Treatment group hospitalizations: 4 of 144
Control group hospitalizations: 58 of 377
Treatment group fatalities: 1 of 144
Control group fatalities: 13 of 377
The differences were statistically significant. This type of treatment has been used to safely treat Malaria for 60 years, and the cost is low. Other studies are also showing that there are effective low cost treatments for COVID-19. We have effective treatments…why don’t we use them? I prefer the tested treatment to a largely untested experimental vaccine.
Will an Invisible Tattoo Be Required for Travel?
This article published by the BBC, offers a hint at the future of travel…that includes travellers being required to “present customs officers with an entrance visa and a vaccination record. That could be a paper card – or a tiny tattoo on their arm, invisible to the naked eye but readable by an infrared scanner.” Is this acceptable to you? If such a scenario is not acceptable, then we must be prepared to refuse it, even if such action comes at a high personal cost. By refusing, you will reduce revenues/profits so that such overreach will cost them a great deal too.
COVID-19 Risk Calculator
The South Dakota Department of Health has developed a COVID Age Calculator that is based on actual data on COVID-related hospitalizations, ICU admissions, and fatalities. If you are concerned about your personal risk, you can go to this website, input some of your basic health information (age, gender, weight, underlying health conditions, etc.) and the tool will calculate your risk. For healthy people, the risk of surviving is 99.5% or higher.

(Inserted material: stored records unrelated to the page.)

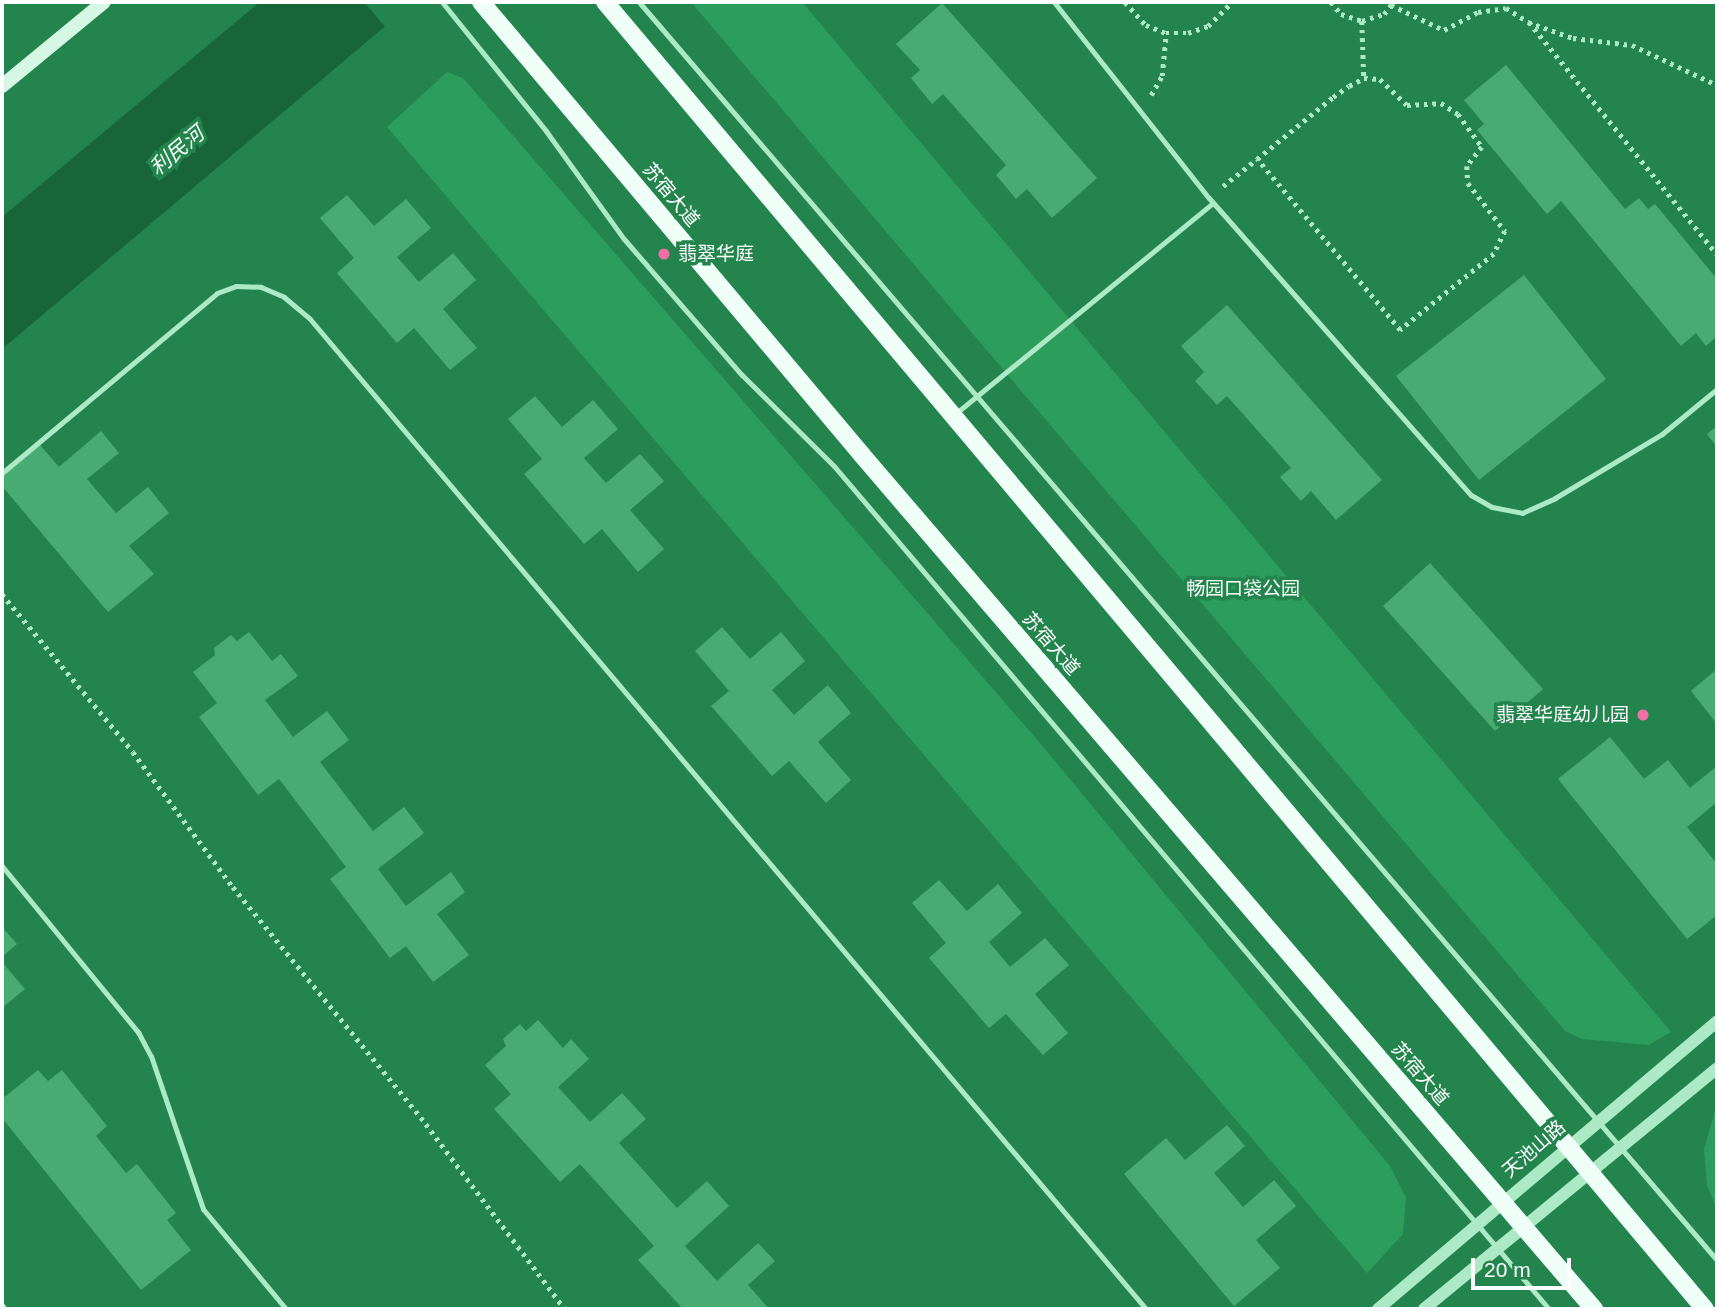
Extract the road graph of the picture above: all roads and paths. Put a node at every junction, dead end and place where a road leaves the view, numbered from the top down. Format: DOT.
graph roads {
  1 [pos="104,2"];
  2 [pos="442,2"];
  3 [pos="481,2"];
  4 [pos="604,2"];
  5 [pos="639,2"];
  6 [pos="1054,2"];
  7 [pos="1125,2"];
  8 [pos="1232,2"];
  9 [pos="1331,2"];
  10 [pos="1392,4"];
  11 [pos="1362,22"];
  12 [pos="1528,22"];
  13 [pos="1166,33"];
  14 [pos="1364,78"];
  15 [pos="1717,85"];
  16 [pos="2,86"];
  17 [pos="1141,112"];
  18 [pos="1257,159"];
  19 [pos="1211,201"];
  20 [pos="1717,254"];
  21 [pos="1717,389"];
  22 [pos="975,398"];
  23 [pos="953,416"];
  24 [pos="2,473"];
  25 [pos="2,594"];
  26 [pos="2,866"];
  27 [pos="1717,1021"];
  28 [pos="1717,1068"];
  29 [pos="1597,1120"];
  30 [pos="1567,1146"];
  31 [pos="1620,1146"];
  32 [pos="1589,1172"];
  33 [pos="1502,1202"];
  34 [pos="1476,1224"];
  35 [pos="1524,1227"];
  36 [pos="1497,1249"];
  37 [pos="1717,1260"];
  38 [pos="2,1305"];
  39 [pos="5,1309"];
  40 [pos="286,1309"];
  41 [pos="565,1309"];
  42 [pos="1146,1309"];
  43 [pos="1378,1309"];
  44 [pos="1424,1309"];
  45 [pos="1549,1309"];
  46 [pos="1594,1309"];
  47 [pos="1705,1309"];
  1 -- 16 [label="main road"];
  2 -- 34 [label="lane"];
  3 -- 33 [label="main road, 苏宿大道"];
  4 -- 23 [label="main road"];
  5 -- 22 [label="lane"];
  6 -- 17 [label="lane"];
  7 -- 13 [label="path"];
  8 -- 13 [label="path"];
  9 -- 11 [label="path"];
  10 -- 11 [label="path"];
  10 -- 12 [label="path"];
  11 -- 14 [label="path"];
  12 -- 15 [label="path"];
  12 -- 20 [label="path"];
  13 -- 17 [label="path"];
  14 -- 18 [label="path"];
  14 -- 18 [label="path"];
  17 -- 19 [label="lane"];
  18 -- 19 [label="path"];
  19 -- 21 [label="lane"];
  19 -- 22 [label="lane"];
  22 -- 23 [label="lane"];
  22 -- 29 [label="lane"];
  23 -- 30 [label="main road"];
  24 -- 42 [label="lane"];
  25 -- 41 [label="path"];
  26 -- 40 [label="lane"];
  27 -- 29 [label="street, 天池山路"];
  28 -- 31 [label="street"];
  29 -- 30 [label="street, 天池山路"];
  29 -- 31 [label="lane"];
  30 -- 32 [label="main road"];
  30 -- 33 [label="street, 天池山路"];
  31 -- 32 [label="street"];
  31 -- 37 [label="lane"];
  32 -- 35 [label="street"];
  32 -- 47 [label="main road"];
  33 -- 34 [label="street, 天池山路"];
  33 -- 35 [label="main road, 苏宿大道"];
  34 -- 36 [label="lane"];
  34 -- 43 [label="street, 天池山路"];
  35 -- 36 [label="street"];
  35 -- 46 [label="main road, 苏宿大道"];
  36 -- 44 [label="street"];
  36 -- 45 [label="lane"];
  38 -- 39 [label="lane"];
}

https://south-dakota.covid-age.com
COVID-19 Testing Yields 90% False Positives
On August 29, 2020 the New York Times published an article indicating that about 90% of those who tested positive for COVID-19 have such insignificant amounts of the virus present, that they are not contagious and that the virus poses no significant health risk. About 90% of those who tested positive for COVID-19 have such a small amount of the virus present in their bodies that these individuals do not need to isolate, and they are not candidates for contact tracing. The NYT states that “Most of these people are not likely to be contagious.” “In three sets of testing data…compiled by officials in Massachusetts, New York and Nevada, up to 90% of people testing positive carried barely any virus, a review by The Times found.” Why are we basing policy on a testing procedure the yields 90% false positives?

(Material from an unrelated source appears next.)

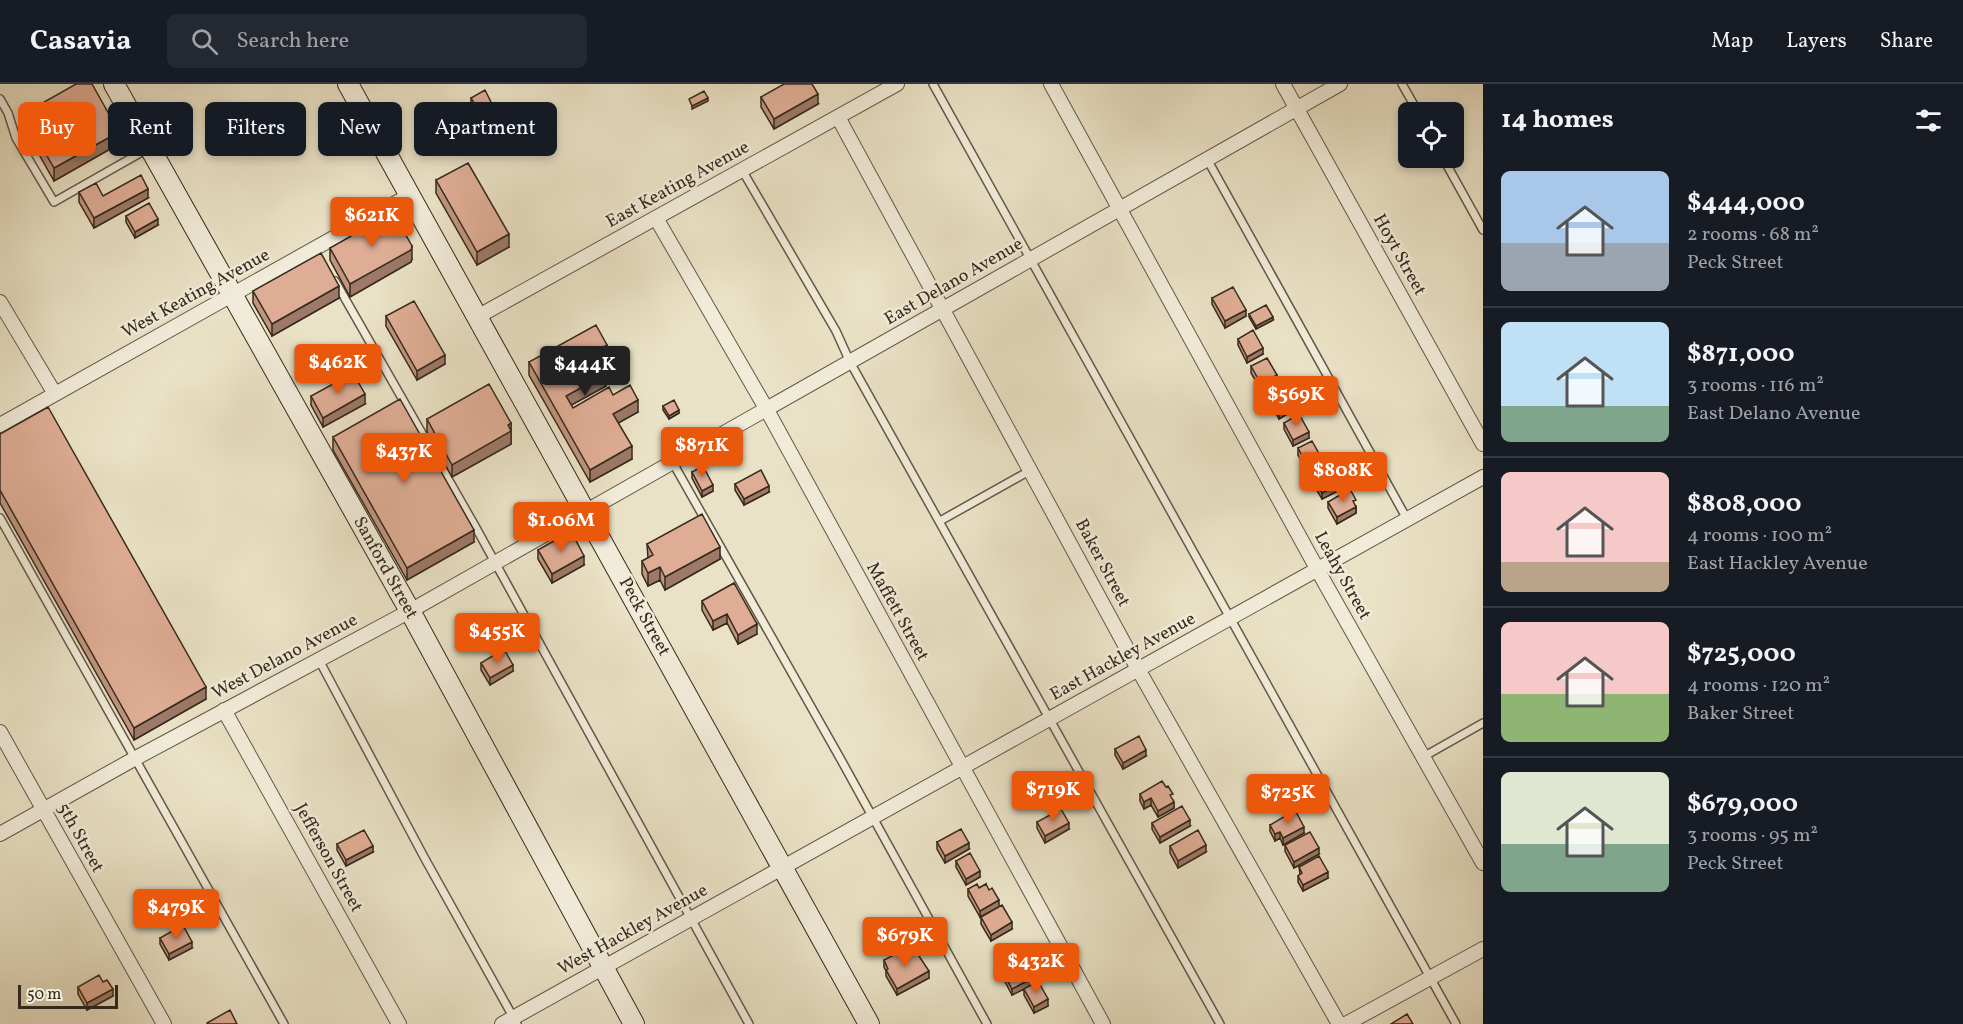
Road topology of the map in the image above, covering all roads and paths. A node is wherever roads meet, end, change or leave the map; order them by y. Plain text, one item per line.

https://www.nytimes.com/2020/08/29/health/coronavirus-testing.html
No Lock Down Sweden COVID-19 Fatality Comparisons Using Excess Mortality Data
Excess mortality in Sweden with no lockdown, no masks, and limited social distancing in comparison to other countries (spoiler—as of November 1, 2020 Sweden is among the lowest with negative excess mortality). You can select multiple countries including the United States for comparison.

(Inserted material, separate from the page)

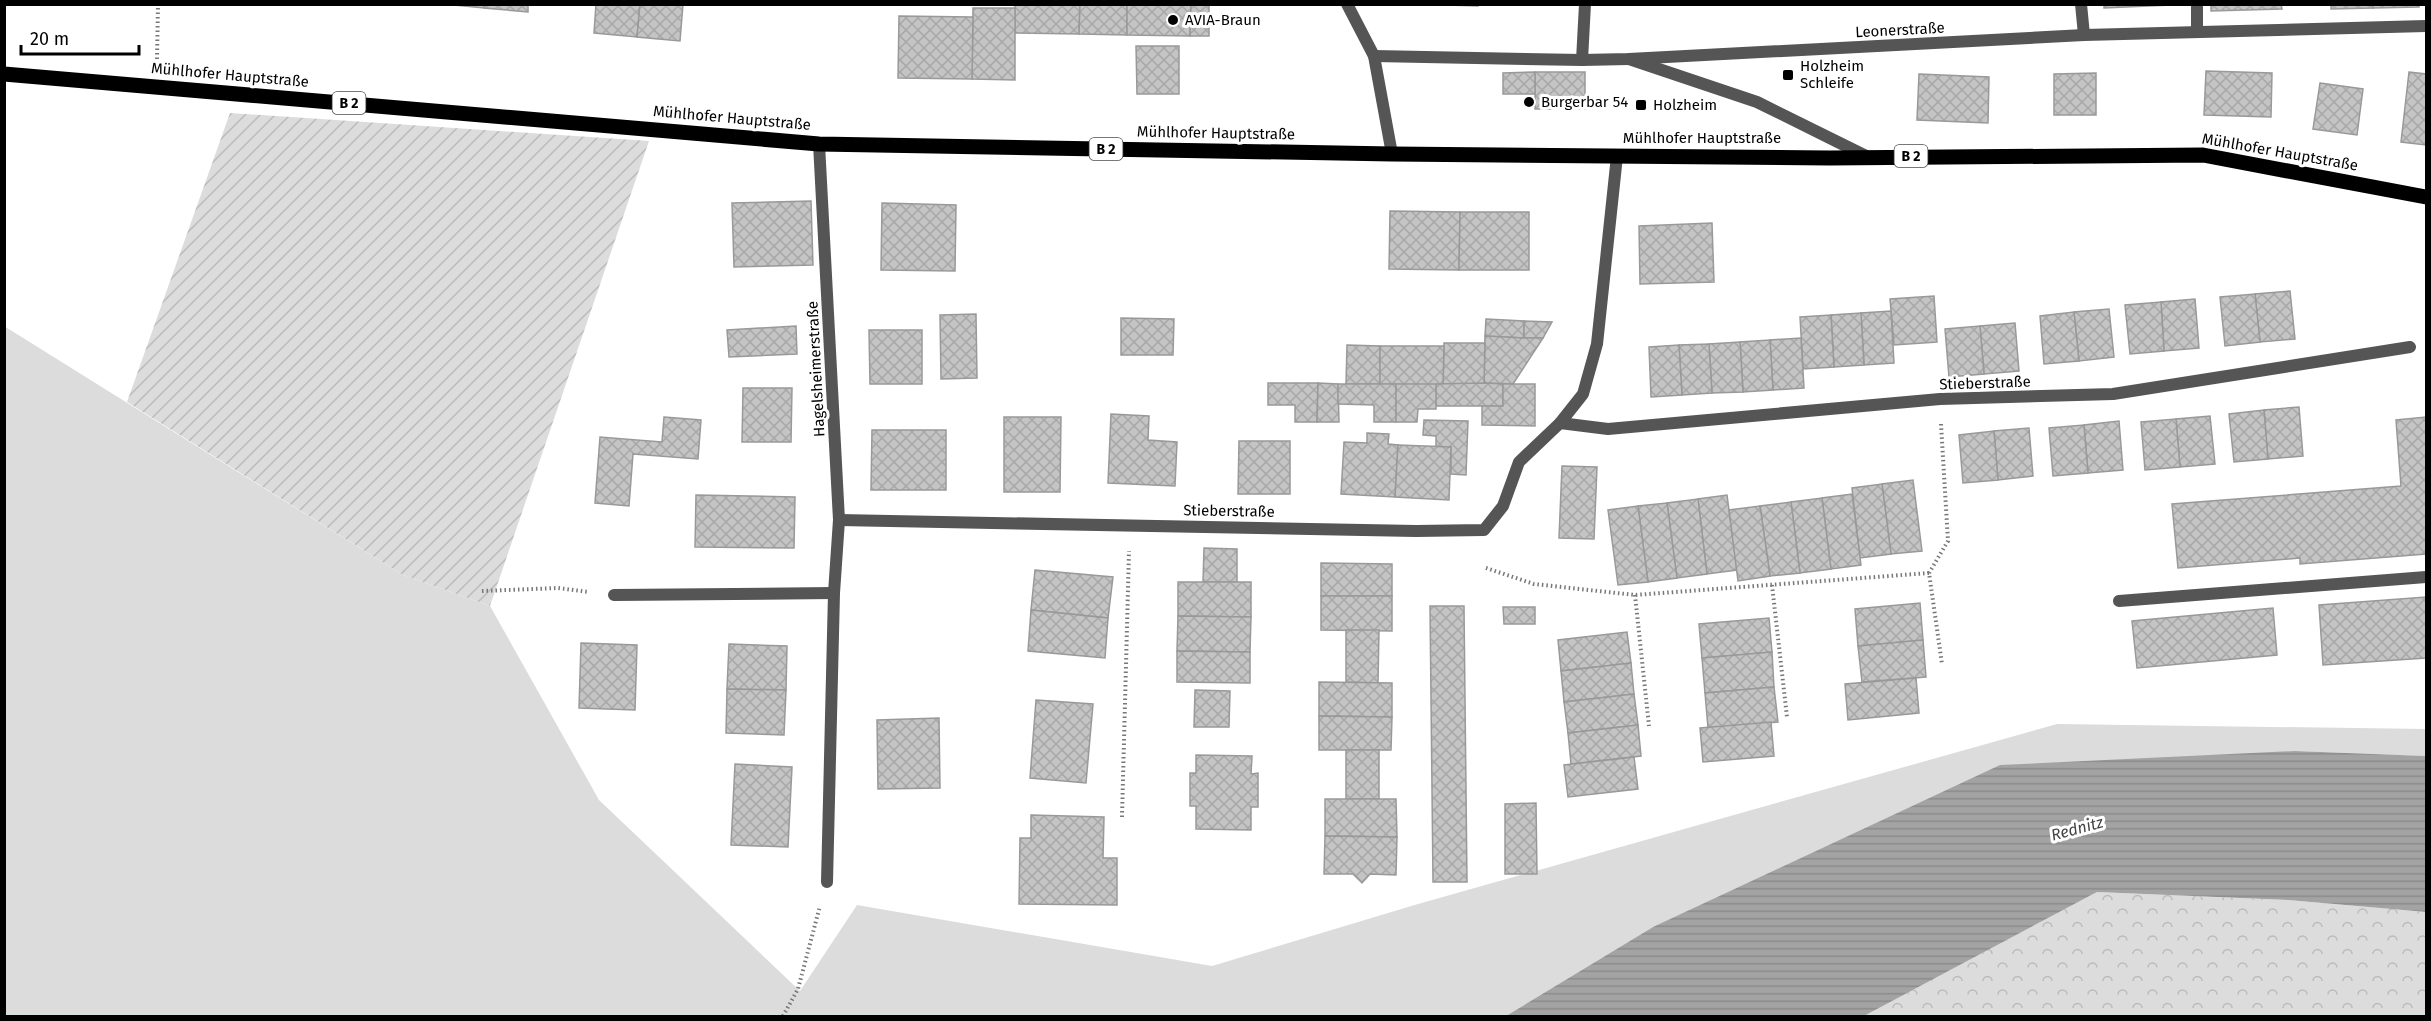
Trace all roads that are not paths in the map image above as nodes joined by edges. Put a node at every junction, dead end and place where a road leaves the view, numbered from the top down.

Legislation for Digital Money and Digital Wallets
U.S. government legislation authorizing the Federal Reserve to create Digital Money and Digital Wallets (introduced on March 23, 2020, no other action yet taken). I expect that this legislation will be passed so that during the next economic crisis the Fed can create electronic “money” and disburse such funds to people. I believe enactment will generate inflation (which is a must with the massive debt overhang), provide funds to people, and serve as the mechanism for introducing universal basic income.